Most folks in the construction business have heard about “mandatory warranties” for residential construction. They may know that the Homeowner Protection Office is involved in enforcing the requirements. They may even know that the Homeowner Protection Act contains the specific requirements for residential builders in B.C.
In my experience, however, many are surprised when they are advised of the specifics of the warranty program, and the responsibilities of the involved parties. The purpose of this article is to shed some light on what this warranty regime is all about.
The Inception and Purpose of the Warranty Regime
Statutory regulations governing mandatory residential builder licensing and home warranty insurance for new homes were passed in January 1999, and implemented July 1, 1999. Since that time, builders are generally required to register with a warranty provider before they can develop and construct residential housing. In turn, a warranty provider promises to warrant the housing built by the builder in accordance with the requirements of the applicable legislation.
Mandatory warranties are in place to protect the end user of residential housing – the homeowner. The warranty requirements are intended to guarantee a certain quality of construction, and to ensure that when defects covered by the warranty are discovered they are corrected at no expense to the homeowner.
Who Does the Warranty Requirements Apply To?
To understand the specifics of the warranty regime, we must look to the Homeowner Protection Act and the related regulations.
Those entities that fall under the definition of a "Residential Builder" under the Act must comply with the warranty requirements under the Act. A Residential Builder is defined in the Act as “a person who engages in, arranges for or manages all or substantially all of the construction of a new home, and includes a developer and a general contractor”. Note that the definition of “general contractor” in the Regulation specifically includes a construction manager and project manager, and, depending on the size and type of contract, could include contractors who contract with the owner under a construction management project delivery system.

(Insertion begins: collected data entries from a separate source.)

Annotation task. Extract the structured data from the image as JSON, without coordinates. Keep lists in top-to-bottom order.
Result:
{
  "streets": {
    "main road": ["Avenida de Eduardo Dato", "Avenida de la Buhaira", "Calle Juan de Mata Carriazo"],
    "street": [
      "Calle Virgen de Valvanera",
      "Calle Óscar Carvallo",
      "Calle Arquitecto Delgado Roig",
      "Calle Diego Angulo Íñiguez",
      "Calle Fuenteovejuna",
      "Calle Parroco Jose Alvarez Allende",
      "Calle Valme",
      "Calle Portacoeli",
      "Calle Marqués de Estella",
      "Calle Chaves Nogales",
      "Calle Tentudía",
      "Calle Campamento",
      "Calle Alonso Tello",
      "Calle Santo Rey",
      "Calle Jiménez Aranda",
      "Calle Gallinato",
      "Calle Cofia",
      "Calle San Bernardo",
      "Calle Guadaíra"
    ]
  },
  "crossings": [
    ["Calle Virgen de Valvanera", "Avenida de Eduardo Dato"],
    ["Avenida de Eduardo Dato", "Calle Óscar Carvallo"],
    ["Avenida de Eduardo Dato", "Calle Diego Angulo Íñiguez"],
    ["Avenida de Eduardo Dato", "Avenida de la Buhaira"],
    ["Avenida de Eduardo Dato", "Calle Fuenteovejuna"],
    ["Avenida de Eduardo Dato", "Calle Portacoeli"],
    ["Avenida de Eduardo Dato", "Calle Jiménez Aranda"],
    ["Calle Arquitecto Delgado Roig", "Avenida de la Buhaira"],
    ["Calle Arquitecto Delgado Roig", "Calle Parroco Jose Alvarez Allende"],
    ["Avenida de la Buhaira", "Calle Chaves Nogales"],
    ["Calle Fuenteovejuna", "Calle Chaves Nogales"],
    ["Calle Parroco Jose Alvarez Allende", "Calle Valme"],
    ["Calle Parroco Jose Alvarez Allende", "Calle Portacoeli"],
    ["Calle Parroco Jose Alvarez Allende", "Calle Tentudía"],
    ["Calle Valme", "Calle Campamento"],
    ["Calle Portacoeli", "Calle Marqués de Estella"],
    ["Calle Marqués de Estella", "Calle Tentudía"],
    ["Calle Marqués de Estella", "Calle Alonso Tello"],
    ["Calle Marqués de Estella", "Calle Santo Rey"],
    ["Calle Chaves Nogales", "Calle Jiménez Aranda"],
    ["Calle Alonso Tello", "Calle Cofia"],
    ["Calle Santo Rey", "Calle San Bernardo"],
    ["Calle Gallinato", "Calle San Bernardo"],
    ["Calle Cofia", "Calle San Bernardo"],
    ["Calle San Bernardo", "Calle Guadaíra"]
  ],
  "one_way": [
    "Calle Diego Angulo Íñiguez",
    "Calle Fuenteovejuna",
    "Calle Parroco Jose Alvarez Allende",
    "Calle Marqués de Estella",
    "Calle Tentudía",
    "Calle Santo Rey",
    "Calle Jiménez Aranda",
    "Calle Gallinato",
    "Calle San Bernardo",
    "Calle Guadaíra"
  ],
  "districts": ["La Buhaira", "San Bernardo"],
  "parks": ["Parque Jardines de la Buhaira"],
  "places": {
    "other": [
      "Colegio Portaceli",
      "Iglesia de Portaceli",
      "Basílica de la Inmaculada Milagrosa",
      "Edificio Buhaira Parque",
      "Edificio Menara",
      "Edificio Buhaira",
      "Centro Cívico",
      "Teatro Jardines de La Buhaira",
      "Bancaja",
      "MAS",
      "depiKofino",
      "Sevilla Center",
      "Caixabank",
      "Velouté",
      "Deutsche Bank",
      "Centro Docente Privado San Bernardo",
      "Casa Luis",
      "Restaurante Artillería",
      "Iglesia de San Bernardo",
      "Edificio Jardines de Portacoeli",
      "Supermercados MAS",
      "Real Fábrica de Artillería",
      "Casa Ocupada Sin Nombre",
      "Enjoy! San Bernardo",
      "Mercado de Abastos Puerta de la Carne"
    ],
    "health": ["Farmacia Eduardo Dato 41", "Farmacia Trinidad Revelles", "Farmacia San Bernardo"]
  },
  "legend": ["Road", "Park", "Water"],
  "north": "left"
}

If a party falls within the definition of a Residential Builder, then this entity must obtain a Residential Builder Licence from the Homeowner Protection Office before carrying on business as a Residential Builder and provide certain warranties to owners of new homes. Securing a license is not automatic upon application by a builder, however, and a builder must satisfy certain requirements and conditions before the HPO will grant a licence.
What are the Requirements for Obtaining a Licence?
The Regulation sets out the requirements which a “Residential Builder” must meet before a license will be issued by the HPO. Generally, these requirements include disclosure of certain information pertaining to a builder’s corporate make-up, work product history, training and accreditation of the members of the builder, and criminal convictions or other offences by members of the builder. In addition, the builder is required to provide certain undertakings to ensure integrity of the warranty regime.
The required warranty protection for new homeowners is offered by a handful of insurance companies offering this product in the local market, and prequalification by these insurers of Residential Builder is another condition, perhaps considered the most important requirement, of both receiving and renewing the licence from the HPO.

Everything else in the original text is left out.